- [Work instructions]:
Every line in the data below that includes "road" belongs in the answer, copied as it stands.

- [Data shown]:
────

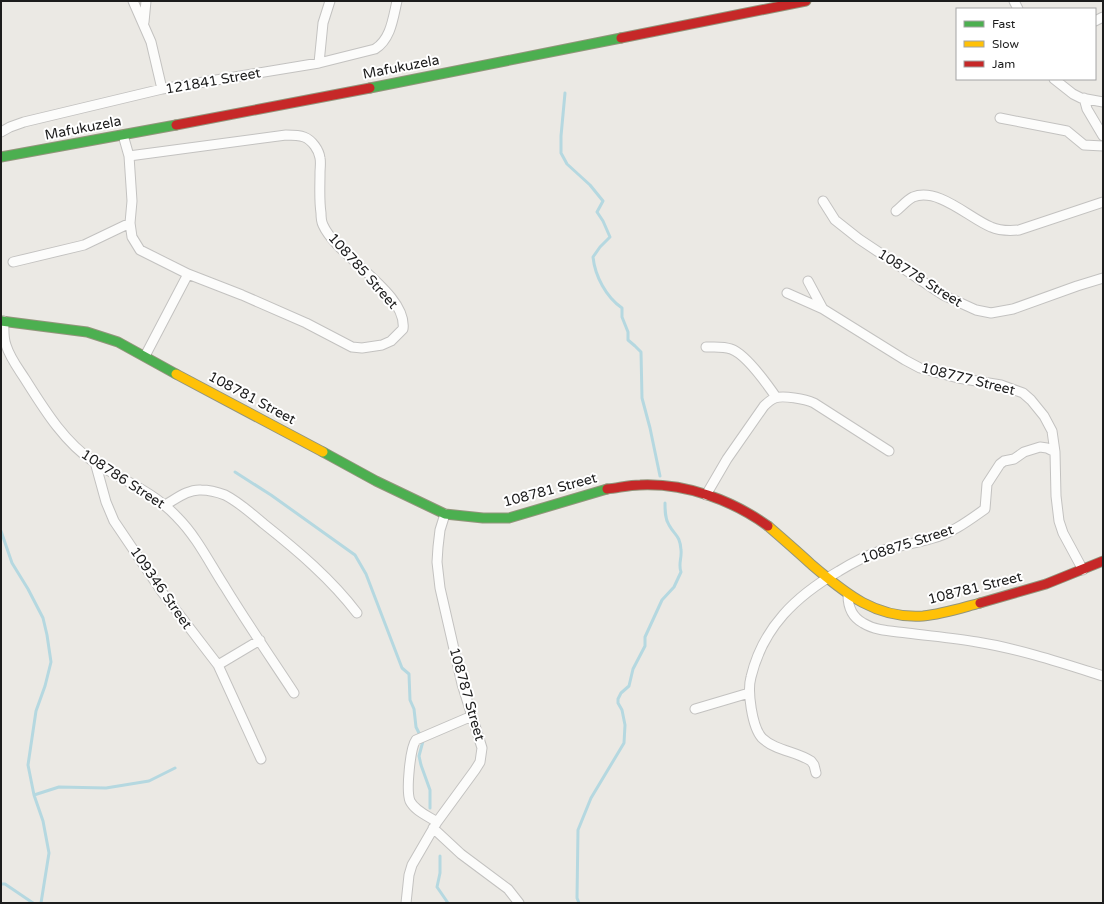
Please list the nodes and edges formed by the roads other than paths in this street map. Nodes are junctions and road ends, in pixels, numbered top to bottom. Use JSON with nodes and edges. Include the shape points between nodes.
{"nodes":[{"id":1,"x":133,"y":1,"type":"edge"},
{"id":2,"x":146,"y":1,"type":"edge"},
{"id":3,"x":330,"y":1,"type":"edge"},
{"id":4,"x":397,"y":1,"type":"edge"},
{"id":5,"x":806,"y":1,"type":"edge"},
{"id":6,"x":144,"y":23,"type":"junction"},
{"id":7,"x":319,"y":63,"type":"junction"},
{"id":8,"x":1055,"y":80,"type":"edge"},
{"id":9,"x":162,"y":89,"type":"junction"},
{"id":10,"x":1084,"y":98,"type":"junction"},
{"id":11,"x":1103,"y":102,"type":"edge"},
{"id":12,"x":1000,"y":118,"type":"dead end"},
{"id":13,"x":1,"y":132,"type":"edge"},
{"id":14,"x":123,"y":135,"type":"junction"},
{"id":15,"x":1103,"y":136,"type":"edge"},
{"id":16,"x":1103,"y":146,"type":"edge"},
{"id":17,"x":129,"y":156,"type":"junction"},
{"id":18,"x":1,"y":157,"type":"edge"},
{"id":19,"x":823,"y":202,"type":"dead end"},
{"id":20,"x":1103,"y":202,"type":"edge"},
{"id":21,"x":896,"y":211,"type":"dead end"},
{"id":22,"x":130,"y":223,"type":"junction"},
{"id":23,"x":13,"y":262,"type":"dead end"},
{"id":24,"x":188,"y":274,"type":"junction"},
{"id":25,"x":1103,"y":278,"type":"edge"},
{"id":26,"x":808,"y":281,"type":"dead end"},
{"id":27,"x":787,"y":293,"type":"dead end"},
{"id":28,"x":823,"y":310,"type":"junction"},
{"id":29,"x":2,"y":321,"type":"edge"},
{"id":30,"x":706,"y":347,"type":"dead end"},
{"id":31,"x":146,"y":356,"type":"junction"},
{"id":32,"x":776,"y":397,"type":"junction"},
{"id":33,"x":888,"y":451,"type":"dead end"},
{"id":34,"x":1055,"y":452,"type":"junction"},
{"id":35,"x":94,"y":462,"type":"junction"},
{"id":36,"x":706,"y":495,"type":"junction"},
{"id":37,"x":165,"y":505,"type":"junction"},
{"id":38,"x":445,"y":514,"type":"junction"},
{"id":39,"x":1103,"y":561,"type":"edge"},
{"id":40,"x":1083,"y":570,"type":"junction"},
{"id":41,"x":827,"y":578,"type":"junction"},
{"id":42,"x":848,"y":595,"type":"junction"},
{"id":43,"x":357,"y":613,"type":"dead end"},
{"id":44,"x":260,"y":640,"type":"junction"},
{"id":45,"x":218,"y":665,"type":"junction"},
{"id":46,"x":1103,"y":676,"type":"edge"},
{"id":47,"x":294,"y":693,"type":"dead end"},
{"id":48,"x":749,"y":693,"type":"junction"},
{"id":49,"x":695,"y":709,"type":"dead end"},
{"id":50,"x":472,"y":716,"type":"junction"},
{"id":51,"x":260,"y":759,"type":"dead end"},
{"id":52,"x":816,"y":773,"type":"dead end"},
{"id":53,"x":435,"y":825,"type":"junction"},
{"id":54,"x":406,"y":903,"type":"edge"},
{"id":55,"x":518,"y":903,"type":"edge"}],
"edges":[{"from":1,"to":6,"type":"street"},
{"from":2,"to":6,"type":"street"},
{"from":3,"to":7,"type":"street","via":[[324,23]]},
{"from":4,"to":7,"type":"street","name":"121841 Street","via":[[387,38],[380,46],[363,53]]},
{"from":5,"to":14,"type":"street","name":"Mafukuzela"},
{"from":6,"to":9,"type":"street"},
{"from":7,"to":9,"type":"street","name":"121841 Street"},
{"from":8,"to":10,"type":"street","via":[[1073,94]]},
{"from":9,"to":13,"type":"street","name":"121841 Street","via":[[24,122]]},
{"from":10,"to":11,"type":"street"},
{"from":10,"to":15,"type":"street","via":[[1087,109]]},
{"from":12,"to":16,"type":"street","via":[[1067,131],[1084,145]]},
{"from":14,"to":17,"type":"street","name":"108785 Street"},
{"from":14,"to":18,"type":"street","name":"Mafukuzela"},
{"from":17,"to":22,"type":"street","name":"108785 Street","via":[[132,201]]},
{"from":17,"to":24,"type":"street","name":"108785 Street","via":[[286,134],[310,140],[320,157],[322,224],[398,307],[403,317],[402,329],[391,341],[362,348],[352,347],[306,323]]},
{"from":19,"to":25,"type":"street","name":"108778 Street","via":[[835,220],[858,239],[943,295],[976,310],[991,312],[1012,309]]},
{"from":20,"to":21,"type":"street","via":[[1011,231],[993,228],[946,201],[934,197],[922,195],[912,198]]},
{"from":22,"to":23,"type":"street","via":[[84,245]]},
{"from":22,"to":24,"type":"street","name":"108785 Street","via":[[132,237],[140,250]]},
{"from":24,"to":31,"type":"street"},
{"from":26,"to":28,"type":"street"},
{"from":27,"to":28,"type":"street","name":"108777 Street"},
{"from":28,"to":34,"type":"street","name":"108777 Street","via":[[920,368],[1001,385],[1023,394],[1035,404],[1049,424]]},
{"from":29,"to":31,"type":"street","name":"108781 Street","via":[[87,332],[118,342]]},
{"from":29,"to":35,"type":"street","name":"108786 Street","via":[[5,344],[10,356],[31,389],[67,439]]},
{"from":30,"to":32,"type":"street","via":[[736,351],[760,375]]},
{"from":31,"to":38,"type":"street","name":"108781 Street","via":[[376,481]]},
{"from":32,"to":33,"type":"street","via":[[800,398],[814,403]]},
{"from":32,"to":36,"type":"street","via":[[764,406],[727,459]]},
{"from":34,"to":40,"type":"street","name":"108777 Street","via":[[1059,521]]},
{"from":34,"to":41,"type":"street","name":"108875 Street","via":[[1040,446],[1000,464],[987,484],[985,509],[961,526],[930,539],[879,551],[853,562]]},
{"from":35,"to":37,"type":"street","name":"108786 Street"},
{"from":35,"to":45,"type":"street","name":"109346 Street","via":[[114,521],[162,592]]},
{"from":36,"to":38,"type":"street","name":"108781 Street","via":[[672,486],[638,485],[607,489],[509,518]]},
{"from":36,"to":41,"type":"street","name":"108781 Street","via":[[739,508],[768,526]]},
{"from":37,"to":43,"type":"street","via":[[194,490],[213,491],[226,496],[281,537],[336,587]]},
{"from":37,"to":44,"type":"street","name":"108786 Street","via":[[187,528]]},
{"from":38,"to":50,"type":"street","name":"108787 Street","via":[[438,547],[440,588]]},
{"from":39,"to":40,"type":"street","name":"108781 Street"},
{"from":40,"to":42,"type":"street","name":"108781 Street","via":[[1026,590],[932,615],[903,615],[878,610]]},
{"from":41,"to":42,"type":"street","name":"108781 Street"},
{"from":41,"to":48,"type":"street","name":"108875 Street","via":[[789,608],[762,644],[755,660]]},
{"from":42,"to":46,"type":"street","via":[[848,605],[852,613],[862,622],[880,630],[975,641],[1061,662]]},
{"from":44,"to":45,"type":"street"},
{"from":44,"to":47,"type":"street","name":"108786 Street"},
{"from":45,"to":51,"type":"street","name":"109346 Street"},
{"from":48,"to":49,"type":"street"},
{"from":48,"to":52,"type":"street","name":"108875 Street","via":[[758,733],[778,748],[811,761]]},
{"from":50,"to":53,"type":"street","name":"108787 Street","via":[[482,748],[480,762]]},
{"from":50,"to":53,"type":"street","via":[[416,740],[413,744],[410,756],[410,801]]},
{"from":53,"to":54,"type":"street","name":"108787 Street","via":[[410,870]]},
{"from":53,"to":55,"type":"street","via":[[461,854],[508,889]]}]}
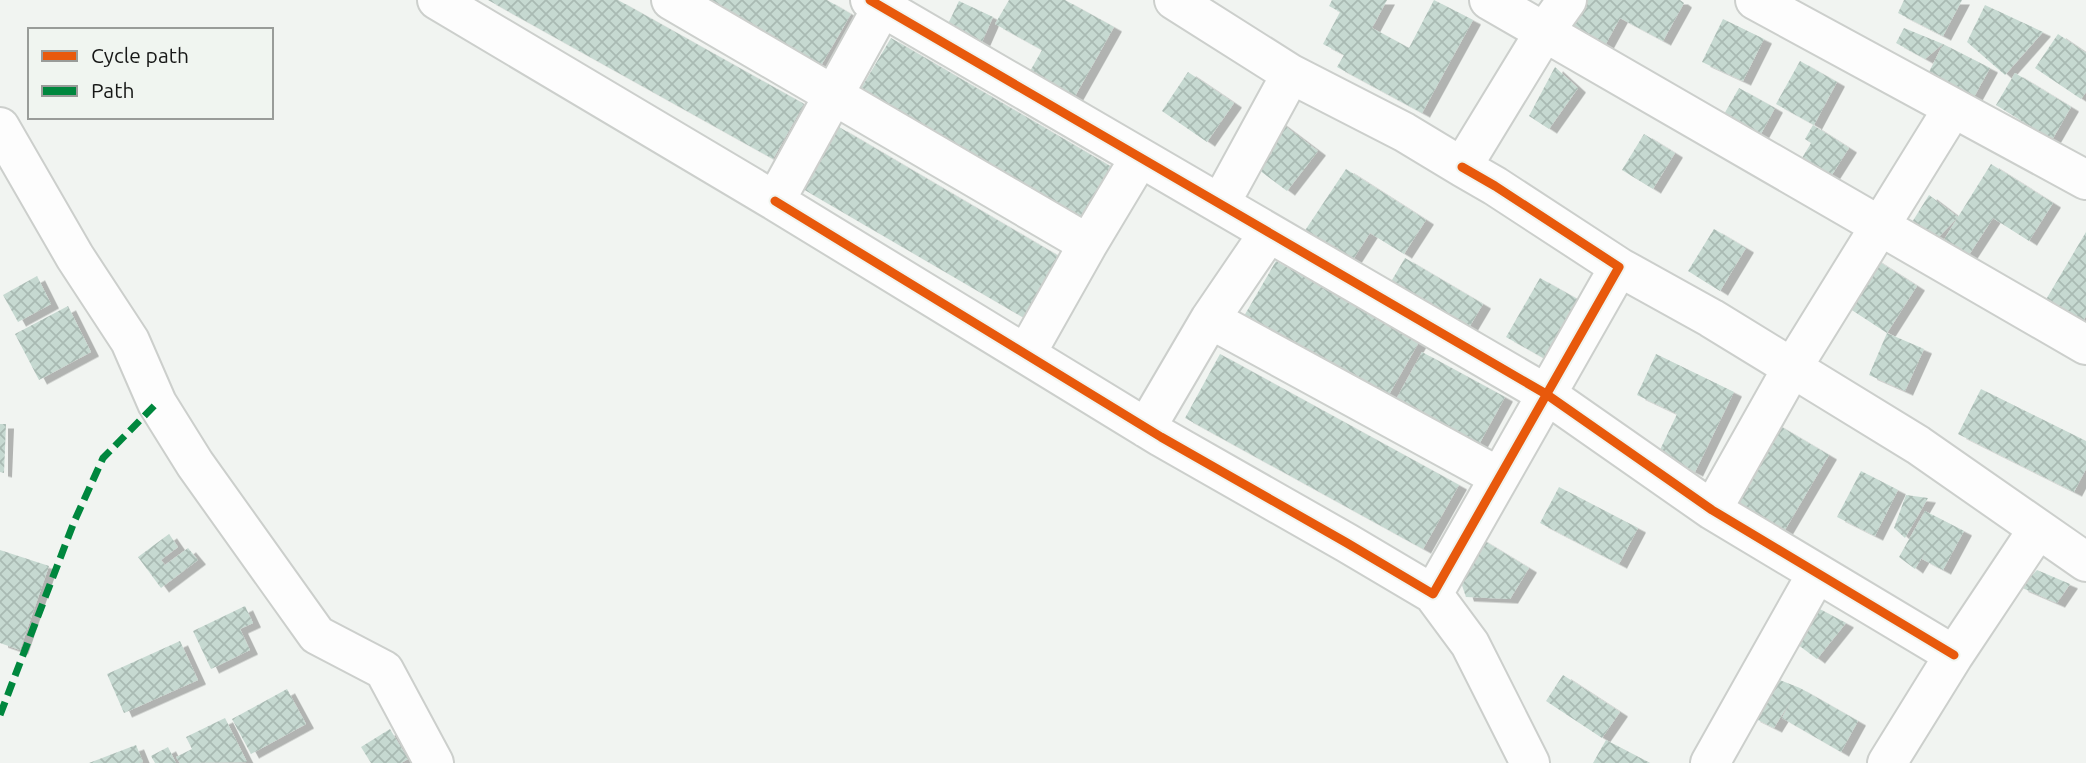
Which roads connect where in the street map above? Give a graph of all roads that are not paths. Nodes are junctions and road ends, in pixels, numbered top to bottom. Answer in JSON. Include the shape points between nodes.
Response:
{"nodes":[{"id":1,"x":437,"y":0,"type":"edge"},
{"id":2,"x":671,"y":0,"type":"edge"},
{"id":3,"x":1174,"y":0,"type":"edge"},
{"id":4,"x":1489,"y":0,"type":"edge"},
{"id":5,"x":1567,"y":0,"type":"edge"},
{"id":6,"x":1755,"y":0,"type":"edge"},
{"id":7,"x":879,"y":2,"type":"edge"},
{"id":8,"x":1545,"y":31,"type":"junction"},
{"id":9,"x":1291,"y":74,"type":"junction"},
{"id":10,"x":833,"y":95,"type":"junction"},
{"id":11,"x":1953,"y":108,"type":"junction"},
{"id":12,"x":0,"y":127,"type":"edge"},
{"id":13,"x":1139,"y":159,"type":"junction"},
{"id":14,"x":1462,"y":167,"type":"junction"},
{"id":15,"x":2086,"y":180,"type":"edge"},
{"id":16,"x":775,"y":201,"type":"junction"},
{"id":17,"x":1220,"y":204,"type":"junction"},
{"id":18,"x":1880,"y":225,"type":"junction"},
{"id":19,"x":1268,"y":234,"type":"junction"},
{"id":20,"x":1088,"y":244,"type":"junction"},
{"id":21,"x":1619,"y":267,"type":"junction"},
{"id":22,"x":1210,"y":319,"type":"junction"},
{"id":23,"x":2086,"y":345,"type":"edge"},
{"id":24,"x":1026,"y":354,"type":"junction"},
{"id":25,"x":1792,"y":368,"type":"junction"},
{"id":26,"x":1546,"y":394,"type":"junction"},
{"id":27,"x":1146,"y":428,"type":"junction"},
{"id":28,"x":1499,"y":477,"type":"junction"},
{"id":29,"x":1712,"y":510,"type":"junction"},
{"id":30,"x":2038,"y":529,"type":"junction"},
{"id":31,"x":2086,"y":562,"type":"edge"},
{"id":32,"x":1817,"y":573,"type":"junction"},
{"id":33,"x":1433,"y":594,"type":"junction"},
{"id":34,"x":1954,"y":655,"type":"junction"},
{"id":35,"x":434,"y":763,"type":"edge"},
{"id":36,"x":1530,"y":763,"type":"edge"},
{"id":37,"x":1710,"y":763,"type":"edge"},
{"id":38,"x":1888,"y":763,"type":"edge"}],
"edges":[{"from":1,"to":16,"type":"street"},
{"from":2,"to":10,"type":"street"},
{"from":3,"to":9,"type":"street"},
{"from":4,"to":8,"type":"street"},
{"from":5,"to":8,"type":"street"},
{"from":6,"to":11,"type":"street"},
{"from":7,"to":10,"type":"street"},
{"from":7,"to":13,"type":"street"},
{"from":8,"to":14,"type":"street"},
{"from":8,"to":18,"type":"street"},
{"from":9,"to":14,"type":"street"},
{"from":9,"to":17,"type":"street"},
{"from":10,"to":16,"type":"street"},
{"from":10,"to":20,"type":"street"},
{"from":11,"to":15,"type":"street"},
{"from":11,"to":18,"type":"street"},
{"from":12,"to":35,"type":"street","via":[[130,341],[157,403],[195,464],[317,635],[384,670]]},
{"from":13,"to":17,"type":"street"},
{"from":13,"to":20,"type":"street"},
{"from":14,"to":21,"type":"street"},
{"from":16,"to":24,"type":"street"},
{"from":17,"to":19,"type":"street"},
{"from":18,"to":23,"type":"street"},
{"from":18,"to":25,"type":"street"},
{"from":19,"to":22,"type":"street"},
{"from":19,"to":26,"type":"street"},
{"from":20,"to":24,"type":"street"},
{"from":21,"to":25,"type":"street"},
{"from":21,"to":26,"type":"street"},
{"from":22,"to":27,"type":"street"},
{"from":22,"to":28,"type":"street"},
{"from":24,"to":27,"type":"street"},
{"from":25,"to":29,"type":"street"},
{"from":25,"to":30,"type":"street","via":[[1918,445]]},
{"from":26,"to":28,"type":"street"},
{"from":26,"to":29,"type":"street"},
{"from":27,"to":33,"type":"street"},
{"from":28,"to":33,"type":"street"},
{"from":29,"to":32,"type":"street"},
{"from":30,"to":31,"type":"street"},
{"from":30,"to":34,"type":"street"},
{"from":32,"to":34,"type":"street"},
{"from":32,"to":37,"type":"street"},
{"from":33,"to":36,"type":"street","via":[[1470,644]]},
{"from":34,"to":38,"type":"street"}]}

────

- [Answer space]:
Please list the nodes and edges formed by the roads other than paths in this street map. Nodes are junctions and road ends, in pixels, numbered top to bottom. Use JSON with nodes and edges. Include the shape points between nodes.
Which roads connect where in the street map above? Give a graph of all roads that are not paths. Nodes are junctions and road ends, in pixels, numbered top to bottom. Answer in JSON. Include the shape points between nodes.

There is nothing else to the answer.